En choisissant de se rendre en Corse, le 15 décembre 2024, plutôt que d’assister à la grandiose réouverture de Notre-Dame de Paris, quelques jours plus tôt, le pape argentin, mort le 21 avril à 88 ans après 12 ans de règne, a laissé croire qu’il n’aimait pas la France, ranimant, au crépuscule de son pontificat, des polémiques allumées les années précédentes. François aurait-il dédaigné la France, comme d’aucuns le lui ont reproché ? A y regarder de près, l’accusation tient mal. Certes, le pape François était moins francophile que ses deux prédécesseurs, Jean Paul II et Benoît XVI, francophones tous les deux – l’un et l’autre étaient fréquemment venus en France, que ce soit avant ou après leur élection. Mais cela ne suffit pas à en faire un ennemi de la France
En fait, l’un des axes forts du pontificat de François a été son attention portée à ce qu’il appelait les périphéries: géographiques, géopolitiques ou existentielles (c’est-à-dire, les marginalisés des sociétés). Pour ses voyages, il a donc privilégié les petits pays, voyageant peu dans les grandes puissances, à deux ou trois exceptions près (les Etats-Unis et le Japon, un pays où il rêvait d’être missionnaire au temps de sa jeunesse). Le pape, fidèle à cette ligne de conduite, avait réservé son premier déplacement en Europe hors d’Italie, en septembre 2014, à l’Albanie, l’un des pays les plus pauvres du continent.
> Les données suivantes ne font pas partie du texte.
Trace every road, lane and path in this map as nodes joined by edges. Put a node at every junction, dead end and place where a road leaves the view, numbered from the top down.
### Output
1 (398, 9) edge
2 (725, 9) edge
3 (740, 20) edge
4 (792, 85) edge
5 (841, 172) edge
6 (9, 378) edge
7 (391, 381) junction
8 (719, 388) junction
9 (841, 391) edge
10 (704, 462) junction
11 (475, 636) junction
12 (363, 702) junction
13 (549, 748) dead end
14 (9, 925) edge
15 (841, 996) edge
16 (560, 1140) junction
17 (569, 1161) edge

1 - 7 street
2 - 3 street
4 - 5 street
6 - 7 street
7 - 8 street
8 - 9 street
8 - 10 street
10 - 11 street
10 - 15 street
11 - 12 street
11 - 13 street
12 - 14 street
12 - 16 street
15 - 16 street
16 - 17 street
«A Marseille, pas en France»
Mais deux mois plus tard, le Saint-Père débarquait à Strasbourg pour prononcer un vigoureux discours devant le Parlement européen. Le malentendu commençait alors entre Bergoglio et la France: car le voyage était officiellement consacré aux institutions européennes. Hors, en se cantonnant strictement à son programme (Parlement européen et Conseil de l’Europe) et en ne mettant même pas les pieds dans la magnifique cathédrale de la ville, le pape François fera tiquer dans l’Hexagone.
Neuf ans après, en 2023, la polémique ressurgit. François expliquant, en préambule de son nouveau voyage, qu’il venait «à Marseille et non pas en France». Ces mots ayant du mal à passer, il rattrapait le coup à la gigantesque messe au Vélodrome. Au début de la cérémonie, il lançait, souriant et en français, un «bonjour Marseille, bonjour la France» copieusement applaudi.
En tout état de cause, le pontife n’a pas délaissé la France : il y est venu trois fois alors que ni l’Allemagne, ni l’Espagne, ni le Royaume-Uni, grandes nations marquées par le christianisme, ne l’ont accueilli. S’il y a eu malentendu, c’est plutôt entre le jésuite argentin, pape du Sud global, et l’Europe, prise dans son ensemble. A Rome, parmi ses détracteurs, certains considéraient qu’il avait eu tort de délaisser le Vieux continent qui a modelé intellectuellement le christianisme grâce à sa théologie. Intellectuel de la Mitteleuropa, Benoît XVI considérait, lui, que l’effondrement du christianisme en Europe – qui s’est poursuivi sous le pontificat de François – était une question centrale.
Thérèse de Lisieux
L’idée d’un mépris de François pour la France tient d’autant moins que le pontife argentin était profondément imprégné de culture française. Une de ses grandes références intellectuelles était le philosophe et jésuite Michel de Certeau qu’il a très souvent cité dans les textes de son pontificat. Dans la vie de Bergoglio, la plus haute figure spirituelle, la sainte catholique qui l’a le plus marqué, était Thérèse de Lisieux, une carmélite qui a eu beaucoup d’influence sur le catholicisme français du XXe siècle. Dans son panthéon, on trouve également un des premiers compagnons d’Ignace de Loyola, Pierre Favre, un jésuite savoyard du XVIe siècle, qu’il fera canoniser. Formé religieusement dans les années cinquante et soixante, le pape François a également beaucoup été marqué deux grands théologiens français, Henri de Lubac et Yves Congar qui ont pensé la réforme de l’Eglise catholique mise en œuvre au concile Vatican II.
François était également nourri de littérature française. Dans la première homélie de son pontificat, sous les ors de la chapelle Sixtine, le jésuite avait cité l’écrivain Léon Bloy. Et il a consacré un important texte de son pontificat à Blaise Pascal pour les 400 ans de sa naissance, estimant que celui-ci avait «parlé de la condition humaine de façon admirable».